Por todo o mundo, a actividade das OGAE é autónoma, mas conflui em certas alturas do ano. Esta é uma delas. Os resultados das votações dos fãs portugueses serão enviados ao centro internacional, bem como os resultados dos fãs de todo o mundo. Aí se somarão os pontos e se descobrirá quem, na opinião destes especialistas, merece ser o vencedor.
A soma dos pontos não mente: para os portugueses, o vencedor deve ser a Suécia. Esteja Portugal ou não representado na final, os verdadeiros fãs não perdem o entusiasmo. “O Eurofestival é da Europa e nós fazemos parte da Europa”, justifica Luís Marques, que tem gravados todos os Festivais da Eurovisão e que julga que o proveito maior que tira da sua participação na OGAE é a aceitação de que diferentes povos pensam de maneira diferente. “Ganhei uma grande mentalidade socrática: sou um cidadão do mundo.”
Na OGAE discutem-se canções e intérpretes, seguem-se as carreiras dos que ganham e dos que perdem. Fazem-se comparações com edições passadas e conhecem-se fãs de todo o mundo. “É estar com pessoas que falam a mesma língua”, resume Nina.
Nesta língua não há um estereótipo. Entre os 223 associados é possível encontrar, entre os 17 e os 40 anos, bancários, deputados, funcionários do Tribunal de Contas, protagonistas do próprio Festival da Canção, como Carlos Costa ou Pedro Granger. “As pessoas pura e simplesmente gostam, mesmo que achem piroso”, constata Guilherme.

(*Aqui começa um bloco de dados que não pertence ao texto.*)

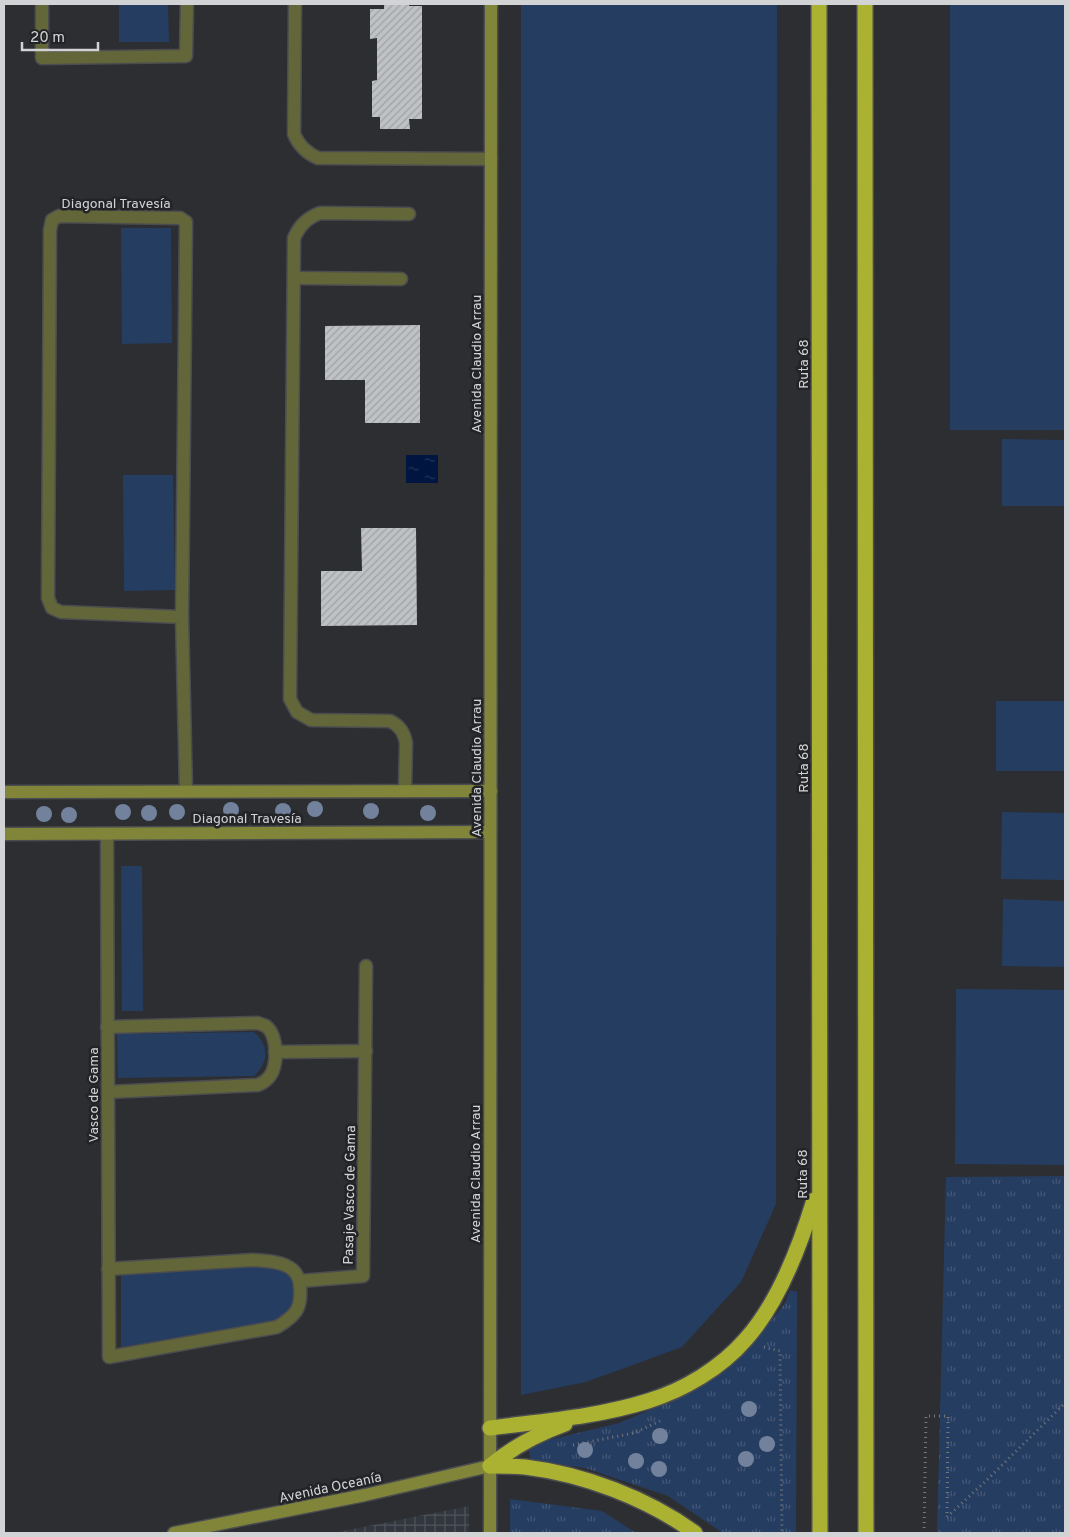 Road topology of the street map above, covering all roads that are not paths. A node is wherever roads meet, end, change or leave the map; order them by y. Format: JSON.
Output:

Promoção da músicaJoana Raposo, de 26 anos, assistiu ao festival em Düsseldorf, o ano passado. Não percebe todas as letras mas adora ouvir os CD da estante onde guarda só os temas da Eurovisão. Mas o Eurofestival ao vivo ultrapassa a música: “Tem arte, coreografias e espectáculo. É arrepiante”, confessa
Ir ao festival — este ano em Baku, Azerbaijão— são cerca de 15 dias a conviver com milhares de outros fãs, cantores e comunicação social de toda a Europa. Luís Machado confessa gostar especialmente do Festival da Canção, mas a diversidade cultural, a adrenalina e emoção atraem-no na viagem à Europa. “Nunca fui ao estrangeiro assistir, mas espero, se Deus quiser, um dia conseguir.”
Na Eurovisão o imperativo é o divertimento e, para Guilherme Santos, não há que ter complexos. “Há músicas na Eurovisão deste ano pavorosas, mas eu gosto de quase todas.”
Eurovision Party é em SetúbalEm Setembro, Setúbal será a capital europeia dos artistas do festival da casa. Já na terceira edição, a Eurovision Party reúne cantores que passaram pela Eurovisão e milhares de fãs de toda a Europa. Será no dia 10, no auditório José Afonso.
A iniciativa é promovida, em parceria, pela OGAE Portugal, a Câmara Municipal de Setúbal e pelo site “Eurovision On TOP”. Nos dois dias de Eurovision Party juntam-se nomes sonantes do imaginário da Eurovisão de mais de uma dezena de países.
Além da Eurovisão, os fãs acompanham outras iniciativas, os concursos internos — OGAE Second Chance e OGAE Song Contest —, levam ao conhecimento dos sócios internacionais os artistas que não participam na Eurovisão. Embora aconteçam sobretudo pela Internet, mobilizam muitos associados que “vão aos encontros para ver os vídeos, discutir, votar. É outra Eurovisão”, revela Guilherme Santos, presidente da OGAE, que gostava de organizar o Second Chance, rompendo com o concurso virtual. “Seria um espectáculo ao vivo com todos os países a concurso”, imagina.
Notícia corrigida às 10h44 de 28/05:Corrigido a localização de Baku e o local da realização do festival de 2011.